The future of augmented reality: Use cases & how we get there
When you think about Extended Reality, you might envision something like Ready Player One.
Everyone is wearing VR headsets, immersed in a digital world and ignoring the real one.
VR will have some amazing applications, especially for training where total immersion is key. But VR is not a very social experience with people in the real world around you. In fact, it’s very isolating.
Augmented Reality offers an enhanced layover to our real world, aka “meatspace.” The level to which this takes over your view of the world will depend on the use case. When driving, you can expect a guided line projected onto the road in front of you.
Relevant signs being highlighted so you can pay extra attention to the most important aspects of your drive. Imagine a theme park and ditching that cartoonish map for a nice AR overlay. Many theme parks support mobile apps tracking FastPass times, show schedules, and ride maintenance.
This will be replaced with a more intuitive, less interruptive Augmented Reality version.
Another interesting use case for AR will be “cold reading” people. Some can do this more instinctively than others, but AR could be tuned for reading micro expressions (facial tics, pupil dilation, blood flow, temperature, etc.). It will be able to tell you a lot more about the person you’re having a conversation with. Almost to an invasive level.
The current problem is computing and battery power.
We have a decent amount of computing power in our pockets. To take AR to these imagined heights, we need the AR lens to stream real-time visual information to our phones, and the phones back to it.
This is why you either get some lightweight features (see Google Glass), or a heavier but more capable lens (see Microsoft Hololens).
Yet as cities get more and more cameras connected (e.g. London), we’ll realize there’s another way to get a visual readout of the world in real-time.
Amazon has already deployed Sidewalk, a feature of their Echo devices that will allow for a much wider and more available network for other Amazon devices.

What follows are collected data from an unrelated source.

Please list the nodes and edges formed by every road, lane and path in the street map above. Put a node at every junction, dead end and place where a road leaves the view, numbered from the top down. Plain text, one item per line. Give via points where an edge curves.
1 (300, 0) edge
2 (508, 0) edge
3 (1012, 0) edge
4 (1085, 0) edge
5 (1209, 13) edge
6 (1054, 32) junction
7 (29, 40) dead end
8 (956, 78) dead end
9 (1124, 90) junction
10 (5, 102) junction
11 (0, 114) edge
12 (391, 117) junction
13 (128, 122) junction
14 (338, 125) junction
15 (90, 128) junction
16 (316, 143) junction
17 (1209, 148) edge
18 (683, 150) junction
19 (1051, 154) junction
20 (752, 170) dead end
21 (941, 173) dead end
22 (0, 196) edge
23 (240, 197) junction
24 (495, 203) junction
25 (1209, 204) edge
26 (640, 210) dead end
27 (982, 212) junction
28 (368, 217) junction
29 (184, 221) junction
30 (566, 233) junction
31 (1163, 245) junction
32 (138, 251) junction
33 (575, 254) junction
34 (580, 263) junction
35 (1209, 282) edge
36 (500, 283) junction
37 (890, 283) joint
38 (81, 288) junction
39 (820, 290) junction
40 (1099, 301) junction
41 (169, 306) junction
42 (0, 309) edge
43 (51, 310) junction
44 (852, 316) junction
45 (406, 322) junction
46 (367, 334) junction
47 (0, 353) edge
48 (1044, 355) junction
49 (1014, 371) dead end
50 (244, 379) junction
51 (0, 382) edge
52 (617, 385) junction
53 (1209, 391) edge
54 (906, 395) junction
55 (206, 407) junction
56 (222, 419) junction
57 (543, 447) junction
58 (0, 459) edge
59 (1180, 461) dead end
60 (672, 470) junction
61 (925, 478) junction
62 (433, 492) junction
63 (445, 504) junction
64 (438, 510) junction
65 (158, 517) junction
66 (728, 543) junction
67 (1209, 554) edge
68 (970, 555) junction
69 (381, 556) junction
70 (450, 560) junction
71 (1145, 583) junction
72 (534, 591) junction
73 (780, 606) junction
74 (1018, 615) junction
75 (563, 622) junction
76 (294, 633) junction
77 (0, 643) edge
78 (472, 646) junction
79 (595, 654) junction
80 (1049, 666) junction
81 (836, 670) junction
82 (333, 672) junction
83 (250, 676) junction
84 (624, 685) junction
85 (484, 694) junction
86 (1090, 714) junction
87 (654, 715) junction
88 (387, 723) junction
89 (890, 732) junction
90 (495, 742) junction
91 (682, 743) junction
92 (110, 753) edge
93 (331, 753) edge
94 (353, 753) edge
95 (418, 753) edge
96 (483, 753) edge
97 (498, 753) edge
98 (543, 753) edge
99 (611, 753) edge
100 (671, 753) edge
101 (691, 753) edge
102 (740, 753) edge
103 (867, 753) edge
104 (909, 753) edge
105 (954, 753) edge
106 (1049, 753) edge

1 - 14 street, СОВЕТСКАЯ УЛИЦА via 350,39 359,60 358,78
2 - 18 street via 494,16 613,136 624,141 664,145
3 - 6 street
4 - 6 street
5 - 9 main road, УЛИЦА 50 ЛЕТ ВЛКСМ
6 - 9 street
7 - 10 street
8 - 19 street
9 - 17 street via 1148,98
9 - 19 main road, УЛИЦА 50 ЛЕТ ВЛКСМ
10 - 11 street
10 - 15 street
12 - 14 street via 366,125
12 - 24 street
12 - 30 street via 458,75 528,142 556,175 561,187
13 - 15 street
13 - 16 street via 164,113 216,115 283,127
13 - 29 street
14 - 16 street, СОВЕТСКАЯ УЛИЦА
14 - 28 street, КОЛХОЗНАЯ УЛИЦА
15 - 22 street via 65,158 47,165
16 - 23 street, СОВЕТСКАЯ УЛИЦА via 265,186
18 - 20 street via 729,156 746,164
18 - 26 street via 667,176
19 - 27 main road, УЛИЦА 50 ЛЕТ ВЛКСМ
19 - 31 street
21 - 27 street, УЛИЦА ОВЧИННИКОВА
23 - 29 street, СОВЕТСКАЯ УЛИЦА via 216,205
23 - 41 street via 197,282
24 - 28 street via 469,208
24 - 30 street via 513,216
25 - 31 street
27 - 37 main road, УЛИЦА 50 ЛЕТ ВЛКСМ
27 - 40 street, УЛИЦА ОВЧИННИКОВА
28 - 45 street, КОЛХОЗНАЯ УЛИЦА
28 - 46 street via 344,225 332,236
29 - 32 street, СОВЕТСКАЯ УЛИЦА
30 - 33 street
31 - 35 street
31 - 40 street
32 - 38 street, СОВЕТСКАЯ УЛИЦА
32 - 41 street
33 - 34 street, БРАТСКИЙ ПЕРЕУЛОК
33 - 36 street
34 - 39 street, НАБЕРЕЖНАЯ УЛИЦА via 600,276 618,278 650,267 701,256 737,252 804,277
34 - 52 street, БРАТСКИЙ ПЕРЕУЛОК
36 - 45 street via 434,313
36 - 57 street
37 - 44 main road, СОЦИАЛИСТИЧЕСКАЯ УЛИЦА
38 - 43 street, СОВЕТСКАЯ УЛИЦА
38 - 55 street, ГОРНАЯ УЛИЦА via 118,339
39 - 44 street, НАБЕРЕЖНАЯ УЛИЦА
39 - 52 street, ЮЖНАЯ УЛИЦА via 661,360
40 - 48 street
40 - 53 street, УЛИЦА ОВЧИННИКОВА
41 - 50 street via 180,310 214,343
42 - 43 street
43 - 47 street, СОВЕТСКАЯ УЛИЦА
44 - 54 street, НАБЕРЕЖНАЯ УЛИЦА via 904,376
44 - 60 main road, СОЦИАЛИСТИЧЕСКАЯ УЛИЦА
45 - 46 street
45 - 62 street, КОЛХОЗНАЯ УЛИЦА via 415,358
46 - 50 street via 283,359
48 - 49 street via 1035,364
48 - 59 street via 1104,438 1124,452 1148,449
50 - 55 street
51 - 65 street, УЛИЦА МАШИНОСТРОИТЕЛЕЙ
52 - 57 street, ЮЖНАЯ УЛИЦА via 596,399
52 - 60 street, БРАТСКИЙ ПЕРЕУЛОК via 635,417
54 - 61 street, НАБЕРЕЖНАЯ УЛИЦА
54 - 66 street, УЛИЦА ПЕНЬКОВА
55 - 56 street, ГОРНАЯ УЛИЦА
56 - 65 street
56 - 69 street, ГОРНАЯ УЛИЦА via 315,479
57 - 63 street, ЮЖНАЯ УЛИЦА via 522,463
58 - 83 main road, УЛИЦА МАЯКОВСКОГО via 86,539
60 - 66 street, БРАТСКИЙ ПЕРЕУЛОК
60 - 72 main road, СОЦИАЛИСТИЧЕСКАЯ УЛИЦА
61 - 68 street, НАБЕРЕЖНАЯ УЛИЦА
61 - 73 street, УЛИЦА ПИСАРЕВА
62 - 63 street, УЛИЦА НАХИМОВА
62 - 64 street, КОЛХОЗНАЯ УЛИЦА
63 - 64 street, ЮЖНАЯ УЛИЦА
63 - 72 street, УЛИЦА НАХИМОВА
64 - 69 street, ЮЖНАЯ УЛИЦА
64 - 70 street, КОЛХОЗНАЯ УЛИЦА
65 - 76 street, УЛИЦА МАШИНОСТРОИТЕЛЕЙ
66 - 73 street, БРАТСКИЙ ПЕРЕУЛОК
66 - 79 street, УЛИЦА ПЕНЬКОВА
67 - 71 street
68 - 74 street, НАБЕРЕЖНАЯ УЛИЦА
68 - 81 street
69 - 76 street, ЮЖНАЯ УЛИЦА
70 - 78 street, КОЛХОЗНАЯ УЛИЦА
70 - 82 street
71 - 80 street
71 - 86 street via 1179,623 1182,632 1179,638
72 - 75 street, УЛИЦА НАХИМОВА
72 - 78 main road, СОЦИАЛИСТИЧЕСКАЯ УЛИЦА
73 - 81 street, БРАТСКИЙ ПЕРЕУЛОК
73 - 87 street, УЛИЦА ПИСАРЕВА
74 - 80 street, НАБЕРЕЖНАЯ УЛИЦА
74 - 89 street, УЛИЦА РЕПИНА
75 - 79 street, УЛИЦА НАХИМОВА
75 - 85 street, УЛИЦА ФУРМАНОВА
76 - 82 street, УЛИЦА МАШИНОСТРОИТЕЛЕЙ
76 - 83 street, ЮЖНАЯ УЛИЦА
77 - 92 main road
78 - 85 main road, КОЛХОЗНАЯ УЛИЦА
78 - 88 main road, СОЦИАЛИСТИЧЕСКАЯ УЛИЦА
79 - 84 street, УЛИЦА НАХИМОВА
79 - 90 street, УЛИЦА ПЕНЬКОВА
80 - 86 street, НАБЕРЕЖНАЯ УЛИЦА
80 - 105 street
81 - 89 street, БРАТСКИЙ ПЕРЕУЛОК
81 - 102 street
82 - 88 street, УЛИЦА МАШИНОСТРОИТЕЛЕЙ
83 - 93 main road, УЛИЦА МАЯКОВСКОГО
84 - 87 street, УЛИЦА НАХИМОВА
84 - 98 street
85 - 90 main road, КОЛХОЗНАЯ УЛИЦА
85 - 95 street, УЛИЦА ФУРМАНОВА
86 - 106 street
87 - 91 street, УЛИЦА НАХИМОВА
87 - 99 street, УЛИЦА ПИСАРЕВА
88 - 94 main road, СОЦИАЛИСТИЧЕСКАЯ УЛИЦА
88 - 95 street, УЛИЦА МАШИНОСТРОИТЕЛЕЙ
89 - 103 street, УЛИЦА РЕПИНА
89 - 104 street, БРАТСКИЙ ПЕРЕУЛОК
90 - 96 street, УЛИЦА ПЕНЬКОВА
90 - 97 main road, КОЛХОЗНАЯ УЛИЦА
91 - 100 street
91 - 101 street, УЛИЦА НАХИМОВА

This is like Bluetooth tracker networks such as Tile or Apple’s Find My service.
Before long these kinds of networks, provided by our smart devices, will allow anyone with compatible lenses to get an enhanced view of the world. The heavy-lift of all that computing is being distributed to all the connected devices nearby: like BitTorrent for real-world information.
VR might be isolating, but AR has the power to bring people together in meatspace: Pokémon Go is a prime example.
As more brands adopt models that focus on consumer privacy, we’ll find that recognition and brand loyalty is more important than ever. Musicians busking at metro stations will be able to have elaborate backdrops and light shows provided by AR, rivaling larger more expensive concerts.
You could actually see a golf ball’s entire flight if both the player and the course had the necessary gear.
Sailing via the stars becomes achievable by anyone with the tech and enough bravery.
Even playing a board game over coffee can be a simple way to bring people together. Nintendo will have Smash Bros. tournaments where the real world architecture is the setting the characters fight.
Though gaming will likely set the stage for unique uses of this technology, there’s one simple thing that will have a tremendous impact: translations. Word Lens proved AR translating texts on signs in real-time back in 2012. It stands to reason that we’ll have translated subtitles overlayed for us when conversing with someone speaking a different language.
This means that we could parse any website, conversation, and sign in the world that had previously been foreign to us.